- _Activity_
Without the pictures, write out all the lines below exactly as they appear.

- _Data supplied_
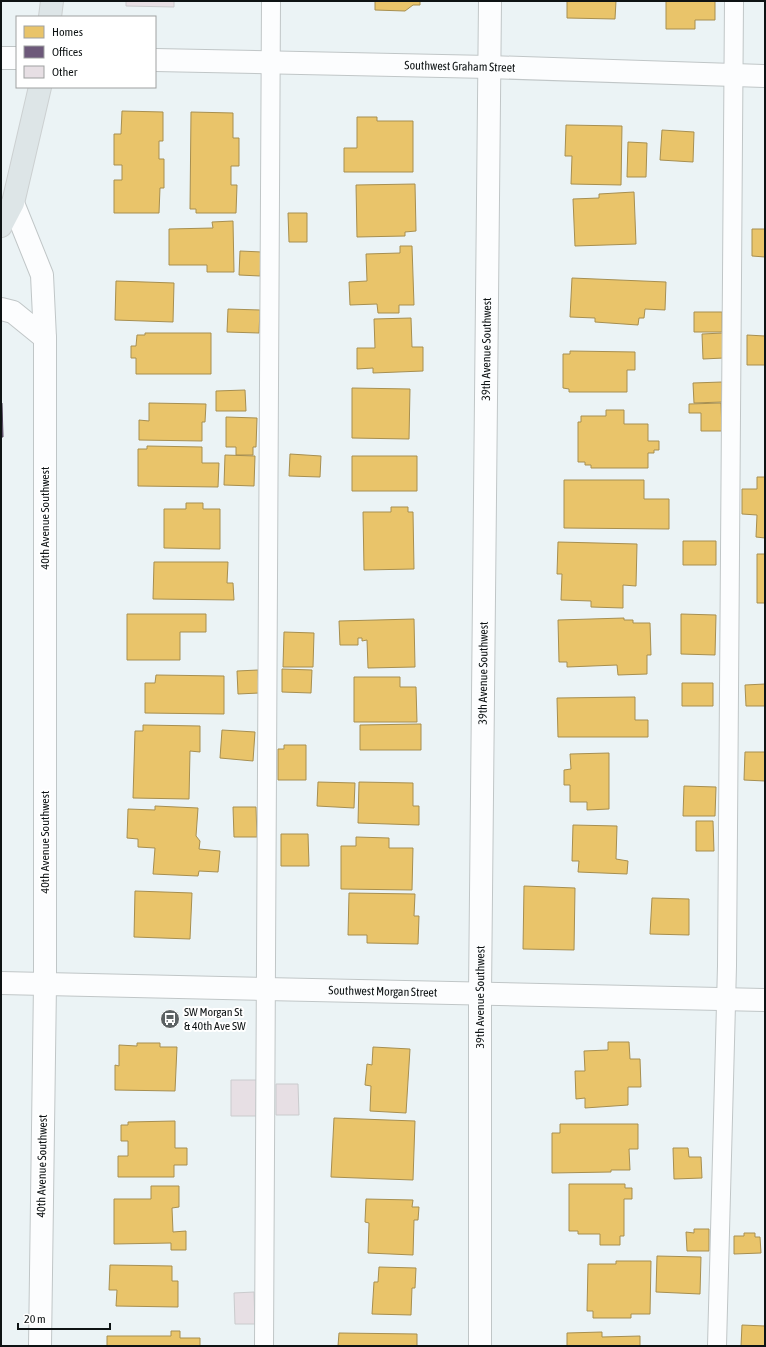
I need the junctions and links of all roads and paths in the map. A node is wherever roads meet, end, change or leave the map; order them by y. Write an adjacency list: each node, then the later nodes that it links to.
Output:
1 (52, 1): 5 (main road)
2 (272, 1): 9 (lane)
3 (490, 1): 10 (street, 39th Avenue Southwest)
4 (734, 1): 11 (lane)
5 (50, 16)
6 (1, 58): 7 (street)
7 (16, 58)
8 (156, 60): 9 (street, Southwest Graham Street)
9 (270, 62): 10 (street, Southwest Graham Street); 20 (lane)
10 (489, 67): 11 (street, Southwest Graham Street); 21 (street, 39th Avenue Southwest)
11 (733, 75): 12 (street, Southwest Graham Street); 22 (lane)
12 (765, 76)
13 (40, 88): 14 (main road)
14 (13, 203): 15 (main road); 17 (street, 40th Avenue Southwest)
15 (1, 226)
16 (1, 309): 17 (street)
17 (45, 338): 19 (street, 40th Avenue Southwest)
18 (1, 983): 19 (street, Southwest Morgan Street)
19 (45, 984): 20 (street, Southwest Morgan Street); 24 (street, 40th Avenue Southwest)
20 (265, 989): 21 (street, Southwest Morgan Street); 25 (lane)
21 (480, 994): 22 (street, Southwest Morgan Street); 26 (street, 39th Avenue Southwest)
22 (726, 999): 23 (street, Southwest Morgan Street); 27 (lane)
23 (765, 1000)
24 (40, 1346)
25 (264, 1346)
26 (480, 1346)
27 (717, 1346)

- _Worked solution_
I need the junctions and links of all roads and paths in the map. A node is wherever roads meet, end, change or leave the map; order them by y. Write an adjacency list: each node, then the later nodes that it links to.
Output:
1 (52, 1): 5 (main road)
2 (272, 1): 9 (lane)
3 (490, 1): 10 (street, 39th Avenue Southwest)
4 (734, 1): 11 (lane)
5 (50, 16)
6 (1, 58): 7 (street)
7 (16, 58)
8 (156, 60): 9 (street, Southwest Graham Street)
9 (270, 62): 10 (street, Southwest Graham Street); 20 (lane)
10 (489, 67): 11 (street, Southwest Graham Street); 21 (street, 39th Avenue Southwest)
11 (733, 75): 12 (street, Southwest Graham Street); 22 (lane)
12 (765, 76)
13 (40, 88): 14 (main road)
14 (13, 203): 15 (main road); 17 (street, 40th Avenue Southwest)
15 (1, 226)
16 (1, 309): 17 (street)
17 (45, 338): 19 (street, 40th Avenue Southwest)
18 (1, 983): 19 (street, Southwest Morgan Street)
19 (45, 984): 20 (street, Southwest Morgan Street); 24 (street, 40th Avenue Southwest)
20 (265, 989): 21 (street, Southwest Morgan Street); 25 (lane)
21 (480, 994): 22 (street, Southwest Morgan Street); 26 (street, 39th Avenue Southwest)
22 (726, 999): 23 (street, Southwest Morgan Street); 27 (lane)
23 (765, 1000)
24 (40, 1346)
25 (264, 1346)
26 (480, 1346)
27 (717, 1346)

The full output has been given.